The proline requirement of Salmonella typhimurium strain proB25 can be satisfied by either of the peptides Leu-Pro or Gly-Pro-Ala. A mutant derivative of strain proB25 isolated by penicillin selection in medium containing Leu-Pro as proline source fails to use either Leu-Pro or Gly-Pro-Ala as a source of proline. This strain is a double mutant that lacks two aminoacyl-proline-specific peptidases. One of these enzymes (peptidase Q) catalyzes the rapid hydrolysis of Leu-Pro but does not hydrolyze Gly-Pro-Ala or poly-l-proline. Mutations at a site (pepQ) near metE lead to loss of this activity. The other peptidase (peptidase P) catalyzes the hydrolysis of Gly-Pro-Ala and poly-l-proline but is only weakly active with Leu-Pro as substrate. This enzyme is similar to aminopeptidase P previously described in Escherichia coli (16). Mutations at a locus (pepP) near serA lead to loss of this enzyme.

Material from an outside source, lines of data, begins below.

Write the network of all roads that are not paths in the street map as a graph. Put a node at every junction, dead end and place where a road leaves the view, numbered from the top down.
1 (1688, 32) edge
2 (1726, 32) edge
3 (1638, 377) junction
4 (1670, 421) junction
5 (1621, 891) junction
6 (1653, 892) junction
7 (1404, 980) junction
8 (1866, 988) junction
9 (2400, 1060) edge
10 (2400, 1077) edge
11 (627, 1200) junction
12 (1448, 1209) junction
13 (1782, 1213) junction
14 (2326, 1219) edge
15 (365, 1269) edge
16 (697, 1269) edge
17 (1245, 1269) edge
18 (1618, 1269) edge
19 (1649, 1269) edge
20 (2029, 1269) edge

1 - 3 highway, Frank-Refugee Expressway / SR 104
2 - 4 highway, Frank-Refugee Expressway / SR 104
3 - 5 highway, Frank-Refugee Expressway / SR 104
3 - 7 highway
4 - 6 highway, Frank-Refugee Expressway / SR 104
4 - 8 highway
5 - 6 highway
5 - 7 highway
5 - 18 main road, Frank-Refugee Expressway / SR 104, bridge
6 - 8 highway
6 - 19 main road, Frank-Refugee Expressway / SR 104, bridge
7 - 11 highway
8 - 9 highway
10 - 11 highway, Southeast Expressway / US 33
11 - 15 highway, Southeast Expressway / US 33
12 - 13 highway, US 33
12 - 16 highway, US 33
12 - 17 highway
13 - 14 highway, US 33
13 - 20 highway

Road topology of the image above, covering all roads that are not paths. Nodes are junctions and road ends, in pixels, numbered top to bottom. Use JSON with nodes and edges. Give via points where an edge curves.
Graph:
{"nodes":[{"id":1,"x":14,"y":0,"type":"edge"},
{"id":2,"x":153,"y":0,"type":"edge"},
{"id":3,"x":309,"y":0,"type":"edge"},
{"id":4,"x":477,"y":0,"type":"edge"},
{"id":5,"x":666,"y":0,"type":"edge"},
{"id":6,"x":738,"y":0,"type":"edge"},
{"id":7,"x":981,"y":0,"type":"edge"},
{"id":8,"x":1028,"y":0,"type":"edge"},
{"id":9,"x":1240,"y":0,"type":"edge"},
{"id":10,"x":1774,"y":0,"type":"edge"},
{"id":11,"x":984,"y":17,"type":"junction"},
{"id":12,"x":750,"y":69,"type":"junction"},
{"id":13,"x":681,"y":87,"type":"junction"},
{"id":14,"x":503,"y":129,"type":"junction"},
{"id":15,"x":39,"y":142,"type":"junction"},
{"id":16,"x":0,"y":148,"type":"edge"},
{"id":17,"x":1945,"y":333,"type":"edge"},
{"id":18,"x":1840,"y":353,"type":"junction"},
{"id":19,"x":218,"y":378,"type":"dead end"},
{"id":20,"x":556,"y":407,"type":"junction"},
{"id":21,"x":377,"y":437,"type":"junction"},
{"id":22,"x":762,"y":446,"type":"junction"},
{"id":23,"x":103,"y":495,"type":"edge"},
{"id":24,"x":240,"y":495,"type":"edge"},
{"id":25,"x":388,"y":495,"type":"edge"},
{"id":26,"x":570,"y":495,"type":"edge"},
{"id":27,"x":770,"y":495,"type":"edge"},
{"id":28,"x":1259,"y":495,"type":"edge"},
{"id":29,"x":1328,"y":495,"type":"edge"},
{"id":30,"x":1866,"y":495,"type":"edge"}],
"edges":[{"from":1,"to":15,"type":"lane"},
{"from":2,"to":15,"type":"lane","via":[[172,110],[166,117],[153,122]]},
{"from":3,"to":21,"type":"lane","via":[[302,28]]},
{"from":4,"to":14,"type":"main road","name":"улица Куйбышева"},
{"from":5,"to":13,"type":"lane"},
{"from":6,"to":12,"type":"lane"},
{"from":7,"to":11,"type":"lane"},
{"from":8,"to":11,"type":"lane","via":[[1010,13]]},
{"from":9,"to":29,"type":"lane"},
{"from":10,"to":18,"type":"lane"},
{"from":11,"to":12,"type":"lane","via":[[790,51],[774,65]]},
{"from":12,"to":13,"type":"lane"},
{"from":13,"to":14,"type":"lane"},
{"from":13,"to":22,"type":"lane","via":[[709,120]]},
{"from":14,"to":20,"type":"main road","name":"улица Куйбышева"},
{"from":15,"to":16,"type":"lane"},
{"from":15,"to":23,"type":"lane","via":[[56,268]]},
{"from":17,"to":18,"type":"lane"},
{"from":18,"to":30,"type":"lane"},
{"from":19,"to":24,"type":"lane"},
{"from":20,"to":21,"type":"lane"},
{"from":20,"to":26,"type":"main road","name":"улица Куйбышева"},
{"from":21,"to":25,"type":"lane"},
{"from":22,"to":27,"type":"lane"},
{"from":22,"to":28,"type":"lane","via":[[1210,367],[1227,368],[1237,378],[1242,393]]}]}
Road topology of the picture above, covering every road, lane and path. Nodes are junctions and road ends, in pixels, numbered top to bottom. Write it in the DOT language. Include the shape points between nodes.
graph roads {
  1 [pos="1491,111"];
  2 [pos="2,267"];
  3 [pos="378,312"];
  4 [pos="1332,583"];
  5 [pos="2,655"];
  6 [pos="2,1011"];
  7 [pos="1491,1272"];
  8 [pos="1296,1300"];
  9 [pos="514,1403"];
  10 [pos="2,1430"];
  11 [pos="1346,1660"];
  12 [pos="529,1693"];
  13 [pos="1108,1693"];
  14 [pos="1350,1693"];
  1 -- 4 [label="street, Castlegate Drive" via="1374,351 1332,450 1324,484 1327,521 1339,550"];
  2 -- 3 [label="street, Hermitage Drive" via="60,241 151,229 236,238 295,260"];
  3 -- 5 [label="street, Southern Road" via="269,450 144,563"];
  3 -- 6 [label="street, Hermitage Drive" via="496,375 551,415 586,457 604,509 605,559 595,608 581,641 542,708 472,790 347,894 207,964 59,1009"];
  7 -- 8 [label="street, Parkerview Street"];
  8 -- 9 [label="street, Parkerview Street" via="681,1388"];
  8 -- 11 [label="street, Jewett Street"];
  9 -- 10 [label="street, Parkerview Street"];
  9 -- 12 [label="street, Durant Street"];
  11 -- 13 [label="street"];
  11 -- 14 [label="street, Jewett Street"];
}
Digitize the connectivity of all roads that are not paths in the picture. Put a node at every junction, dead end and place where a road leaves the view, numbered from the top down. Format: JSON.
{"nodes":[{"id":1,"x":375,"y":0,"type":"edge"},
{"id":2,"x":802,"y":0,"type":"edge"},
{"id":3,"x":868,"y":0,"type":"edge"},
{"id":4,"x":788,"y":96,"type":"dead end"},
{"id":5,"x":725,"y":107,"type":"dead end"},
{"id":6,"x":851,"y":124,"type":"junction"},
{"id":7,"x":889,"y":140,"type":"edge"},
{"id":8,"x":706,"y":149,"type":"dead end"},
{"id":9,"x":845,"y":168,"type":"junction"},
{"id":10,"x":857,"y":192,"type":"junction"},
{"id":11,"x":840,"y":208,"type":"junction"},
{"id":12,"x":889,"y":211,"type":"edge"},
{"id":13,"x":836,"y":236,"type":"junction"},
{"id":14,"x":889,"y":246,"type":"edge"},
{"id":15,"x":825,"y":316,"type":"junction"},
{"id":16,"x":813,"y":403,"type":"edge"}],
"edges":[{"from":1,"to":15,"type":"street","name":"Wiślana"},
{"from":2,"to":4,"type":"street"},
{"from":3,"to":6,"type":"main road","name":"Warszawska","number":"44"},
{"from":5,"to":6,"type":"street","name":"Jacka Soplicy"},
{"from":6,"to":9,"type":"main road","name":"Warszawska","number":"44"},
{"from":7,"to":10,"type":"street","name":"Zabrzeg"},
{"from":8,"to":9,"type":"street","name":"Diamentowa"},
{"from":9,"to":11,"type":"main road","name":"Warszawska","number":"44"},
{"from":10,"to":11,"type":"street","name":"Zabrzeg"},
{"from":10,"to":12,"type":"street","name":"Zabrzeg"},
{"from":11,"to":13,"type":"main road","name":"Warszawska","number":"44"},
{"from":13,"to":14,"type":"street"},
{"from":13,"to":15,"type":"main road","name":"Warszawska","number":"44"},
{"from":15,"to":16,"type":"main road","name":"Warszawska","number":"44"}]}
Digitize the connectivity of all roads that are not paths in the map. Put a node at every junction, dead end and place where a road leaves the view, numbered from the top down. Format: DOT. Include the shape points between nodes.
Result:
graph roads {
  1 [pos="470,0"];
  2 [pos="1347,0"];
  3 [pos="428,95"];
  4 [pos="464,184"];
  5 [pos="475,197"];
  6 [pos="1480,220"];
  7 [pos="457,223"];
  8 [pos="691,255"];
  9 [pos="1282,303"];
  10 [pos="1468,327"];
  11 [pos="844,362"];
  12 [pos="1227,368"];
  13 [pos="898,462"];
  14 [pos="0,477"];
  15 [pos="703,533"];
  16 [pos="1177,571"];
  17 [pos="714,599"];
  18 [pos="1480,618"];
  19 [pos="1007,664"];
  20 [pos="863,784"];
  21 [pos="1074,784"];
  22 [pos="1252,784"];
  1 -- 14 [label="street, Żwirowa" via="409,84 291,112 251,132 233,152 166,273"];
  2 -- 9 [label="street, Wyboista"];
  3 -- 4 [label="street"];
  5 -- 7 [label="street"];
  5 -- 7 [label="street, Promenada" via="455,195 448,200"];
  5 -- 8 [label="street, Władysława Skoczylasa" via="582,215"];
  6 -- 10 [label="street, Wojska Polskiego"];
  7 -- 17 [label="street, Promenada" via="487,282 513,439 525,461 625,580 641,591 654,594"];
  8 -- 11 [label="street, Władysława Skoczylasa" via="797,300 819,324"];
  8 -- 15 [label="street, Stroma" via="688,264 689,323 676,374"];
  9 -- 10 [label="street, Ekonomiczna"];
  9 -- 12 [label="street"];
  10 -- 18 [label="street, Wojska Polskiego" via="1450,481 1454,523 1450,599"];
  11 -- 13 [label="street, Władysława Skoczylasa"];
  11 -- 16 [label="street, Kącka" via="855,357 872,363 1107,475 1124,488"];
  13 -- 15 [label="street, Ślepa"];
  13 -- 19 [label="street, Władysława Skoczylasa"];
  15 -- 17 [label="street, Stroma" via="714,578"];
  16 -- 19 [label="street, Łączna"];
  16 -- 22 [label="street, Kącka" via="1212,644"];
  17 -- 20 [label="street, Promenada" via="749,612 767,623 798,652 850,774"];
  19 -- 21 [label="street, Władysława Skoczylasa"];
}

鼠伤寒沙门氏菌proB25菌株对脯氨酸的需求可以通过Leu-Pro或Gly-Pro-Ala这两种肽中的任何一种来满足。在以Leu-Pro作为脯氨酸来源的培养基中通过青霉素筛选分离出的proB25菌株的突变衍生物,无法将Leu-Pro或Gly-Pro-Ala用作脯氨酸来源。该菌株是一个双突变体,缺乏两种氨酰基脯氨酸特异性肽酶。其中一种酶(肽酶Q)催化Leu-Pro的快速水解,但不水解Gly-Pro-Ala或聚-L-脯氨酸。在metE附近的一个位点(pepQ)发生突变会导致这种活性丧失。另一种肽酶(肽酶P)催化Gly-Pro-Ala和聚-L-脯氨酸的水解,但以Leu-Pro作为底物时活性较弱。这种酶类似于先前在大肠杆菌中描述的氨肽酶P(16)。在serA附近的一个基因座(pepP)发生突变会导致这种酶的丧失。